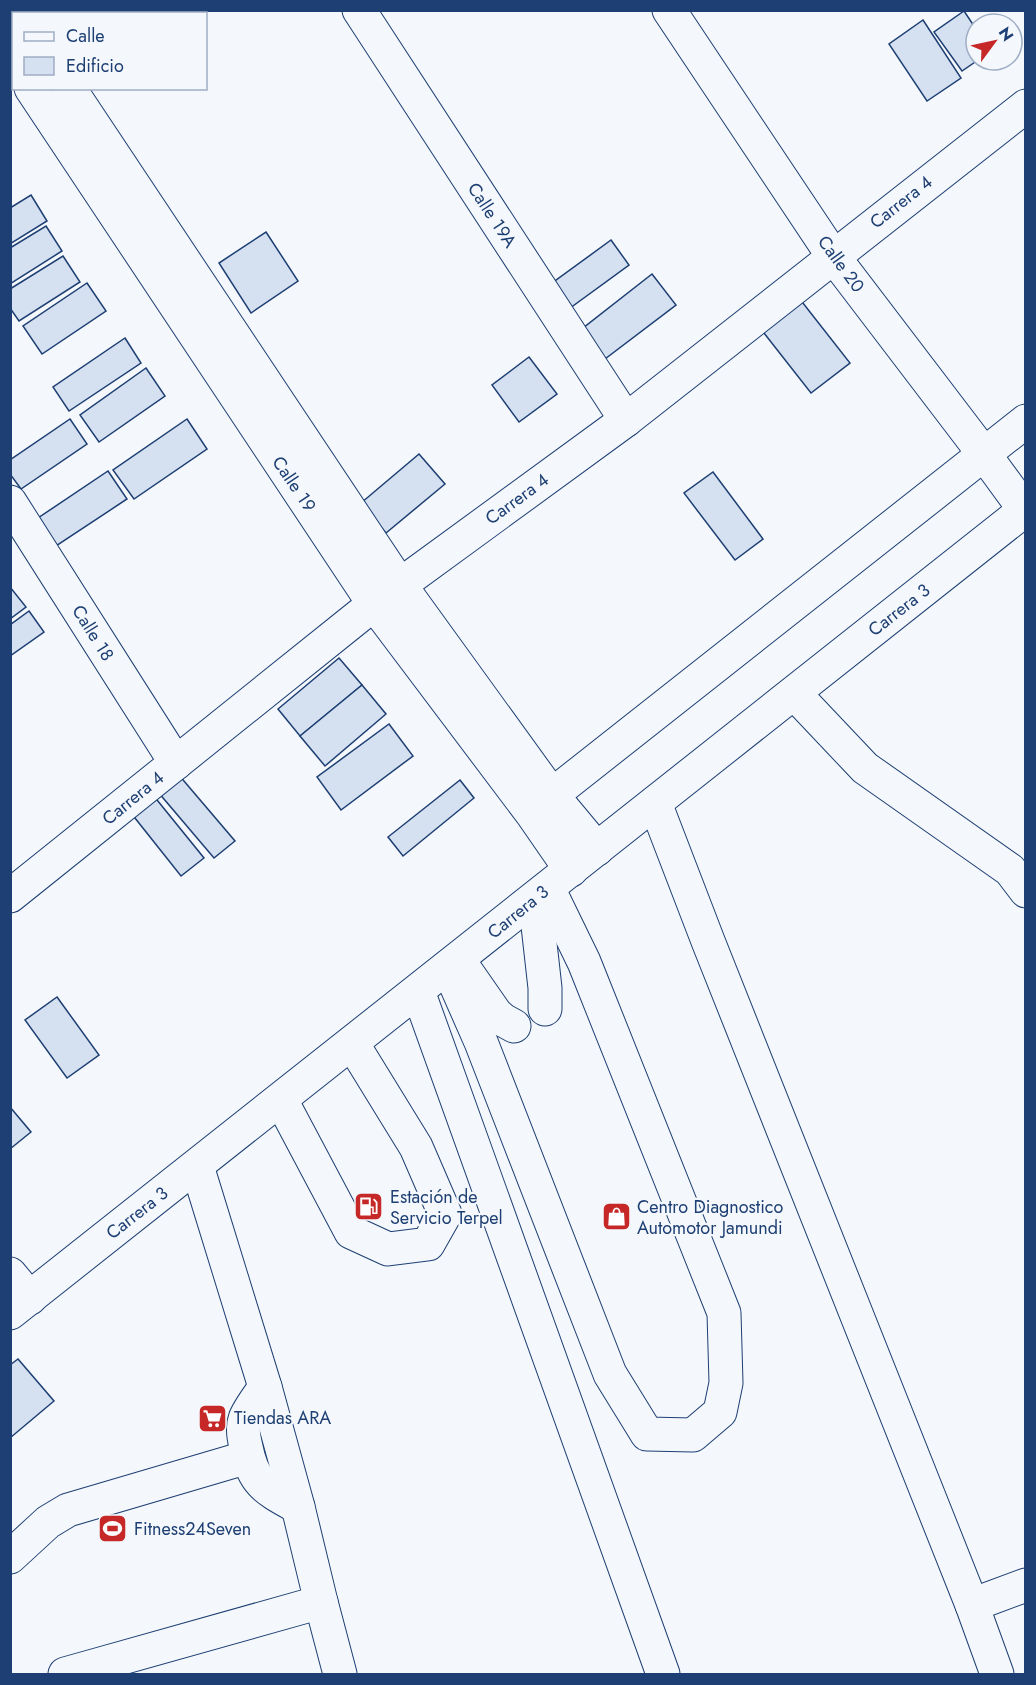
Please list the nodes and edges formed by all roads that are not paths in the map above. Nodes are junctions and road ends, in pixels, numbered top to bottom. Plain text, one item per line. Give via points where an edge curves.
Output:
1 (359, 10) edge
2 (669, 10) edge
3 (10, 57) edge
4 (12, 63) edge
5 (32, 90) edge
6 (70, 90) edge
7 (1026, 106) edge
8 (833, 256) junction
9 (626, 420) junction
10 (1026, 421) edge
11 (984, 454) junction
12 (10, 502) edge
13 (1025, 510) edge
14 (400, 585) junction
15 (374, 604) junction
16 (794, 693) junction
17 (176, 763) junction
18 (655, 803) junction
19 (542, 805) junction
20 (597, 849) junction
21 (551, 886) junction
22 (1026, 891) edge
23 (10, 896) edge
24 (453, 963) junction
25 (418, 991) junction
26 (545, 1009) dead end
27 (514, 1026) dead end
28 (352, 1043) junction
29 (281, 1100) junction
30 (197, 1166) junction
31 (17, 1295) edge
32 (265, 1388) junction
33 (248, 1457) junction
34 (298, 1507) junction
35 (10, 1557) edge
36 (1026, 1585) edge
37 (321, 1602) junction
38 (972, 1605) junction
39 (65, 1674) edge
40 (340, 1674) edge
41 (663, 1674) edge
42 (997, 1674) edge

1 - 9 main road, Calle 19A
2 - 8 main road, Calle 20
3 - 4 main road
5 - 15 main road, Calle 19
6 - 14 main road, Calle 19
7 - 8 main road, Carrera 4
8 - 9 main road, Carrera 4
8 - 11 main road, Calle 20
9 - 14 main road, Carrera 4
10 - 11 main road
11 - 13 main road, Calle 20
11 - 19 main road
12 - 17 main road, Calle 18
13 - 16 main road, Carrera 3
14 - 15 main road, Carrera 4
14 - 19 main road, Calle 19
15 - 17 main road, Carrera 4
15 - 19 main road, Calle 19
16 - 18 main road, Carrera 3
16 - 22 main road via 865,768 1010,870
17 - 23 main road, Carrera 4
18 - 20 main road, Carrera 3
18 - 38 main road
19 - 20 main road, Calle 19
19 - 21 main road, Calle 19
20 - 21 main road, Carrera 3
21 - 24 main road, Carrera 3
21 - 24 main road, Calle 19 via 724,1313 726,1383 720,1412 693,1435 647,1434 610,1374
21 - 26 main road
24 - 25 main road, Carrera 3
24 - 27 main road via 496,1014
25 - 28 main road, Carrera 3
25 - 41 main road
28 - 29 main road, Carrera 3
28 - 29 main road via 416,1147 445,1214 428,1244 388,1249 351,1232
29 - 30 main road, Carrera 3
30 - 31 main road, Carrera 3
30 - 32 main road
32 - 33 main road via 245,1419
32 - 34 main road
33 - 34 main road via 256,1478 270,1492
33 - 35 main road via 68,1510 48,1522
34 - 37 main road
36 - 38 main road
37 - 39 main road
37 - 40 main road
38 - 42 main road

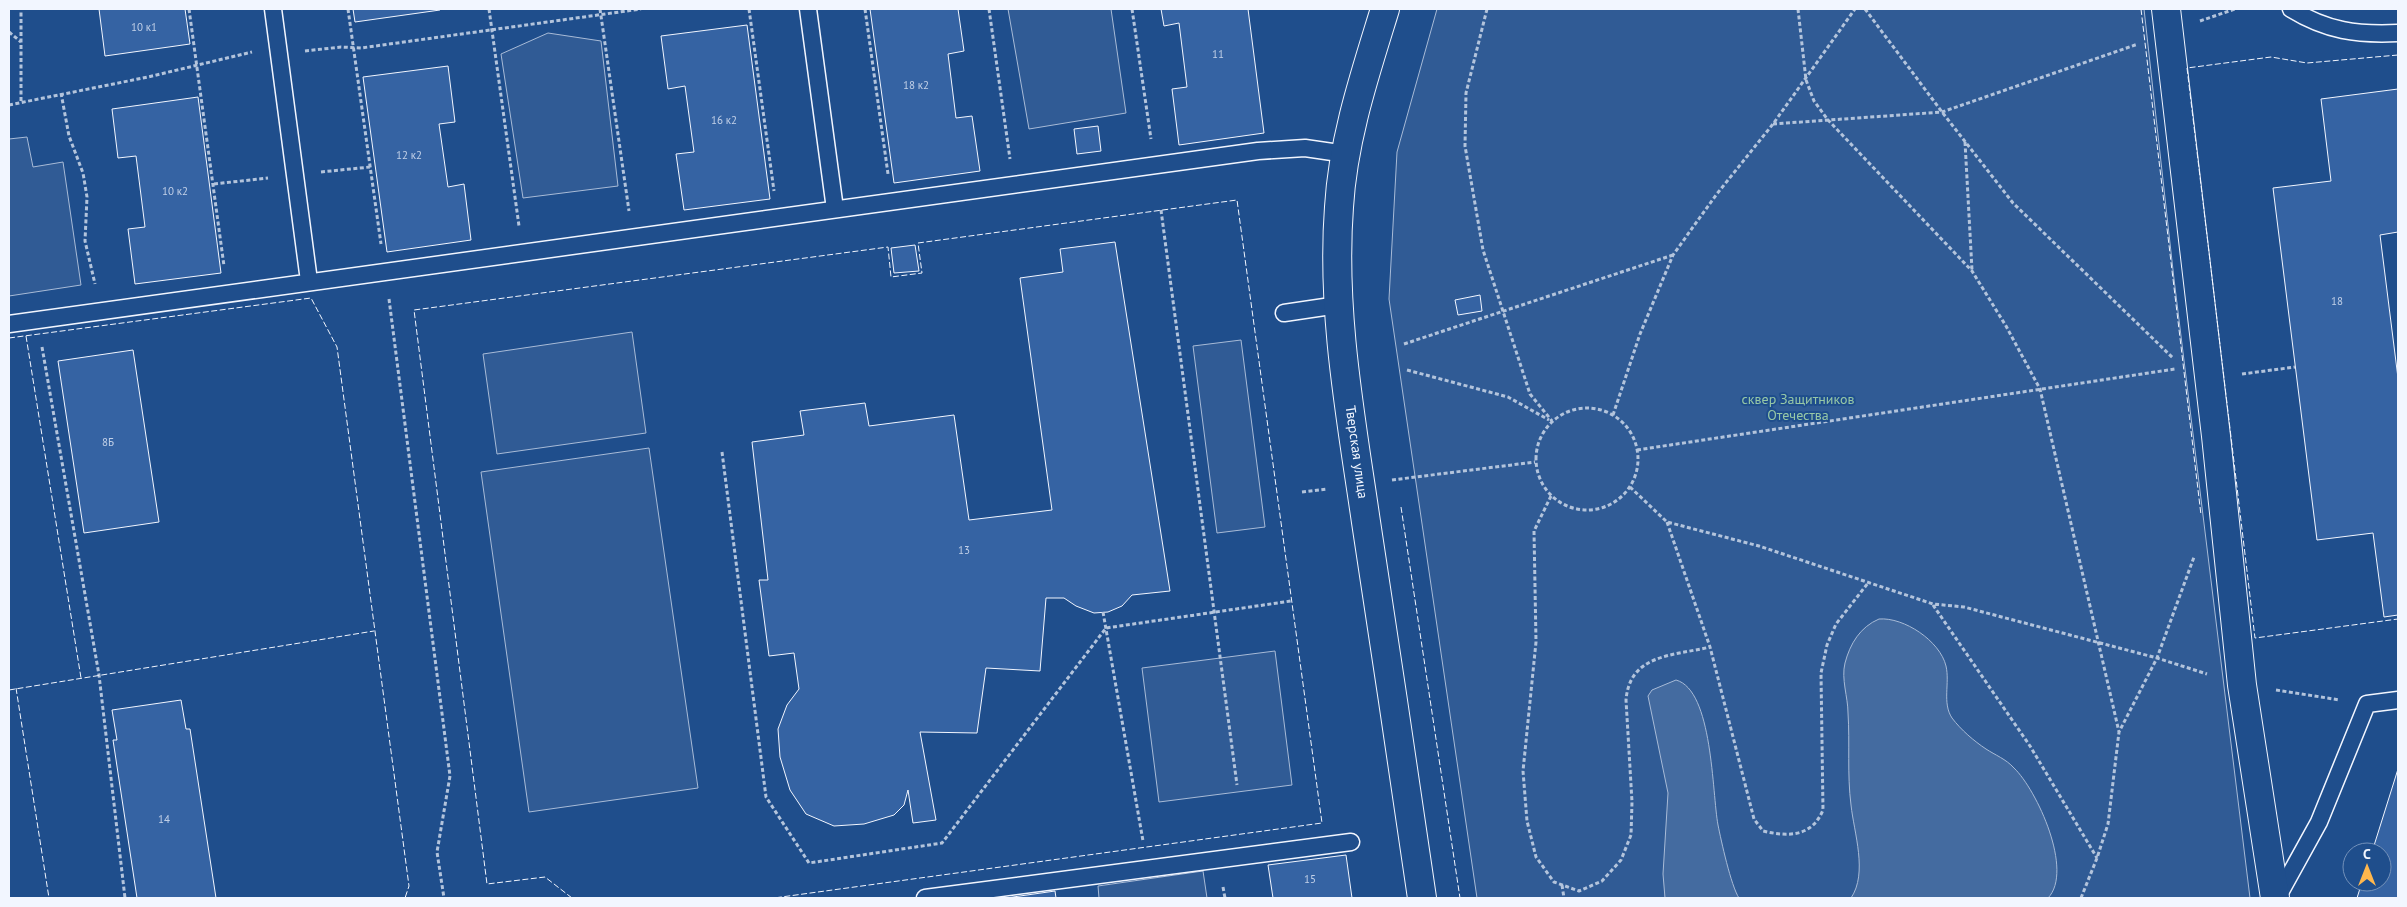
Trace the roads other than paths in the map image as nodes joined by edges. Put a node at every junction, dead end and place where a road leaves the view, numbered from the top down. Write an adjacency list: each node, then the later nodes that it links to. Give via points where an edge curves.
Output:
1 (272, 9): 9 (lane)
2 (808, 9): 8 (lane)
3 (1384, 9): 7 (street, Тверская улица, via 1356,103)
4 (2301, 11): 6 (lane, via 2339,31 2370,35)
5 (2167, 21): 17 (street, via 2242,685)
6 (2398, 33)
7 (1346, 154): 8 (lane, via 1290,148); 10 (street, Тверская улица, via 1339,205)
8 (835, 209): 9 (lane)
9 (309, 280): 12 (lane)
10 (1338, 305): 11 (lane); 16 (street, Тверская улица, via 1360,484)
11 (1284, 313)
12 (9, 324)
13 (2398, 700): 17 (lane, via 2367,704 2319,822)
14 (1352, 842): 15 (lane)
15 (925, 898)
16 (1422, 898)
17 (2276, 898)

▶ **Task goal**: Nothing but the lines holding the word "where" should be returned from the listing above.

▶ **Output**:
Please list the nodes and edges formed by all roads that are not paths in the map above. Nodes are junctions and road ends, in pixels, numbered top to bottom. Plain text, one item per line. Give via points where an edge curves.
Trace the roads other than paths in the map image as nodes joined by edges. Put a node at every junction, dead end and place where a road leaves the view, numbered from the top down. Write an adjacency list: each node, then the later nodes that it links to. Give via points where an edge curves.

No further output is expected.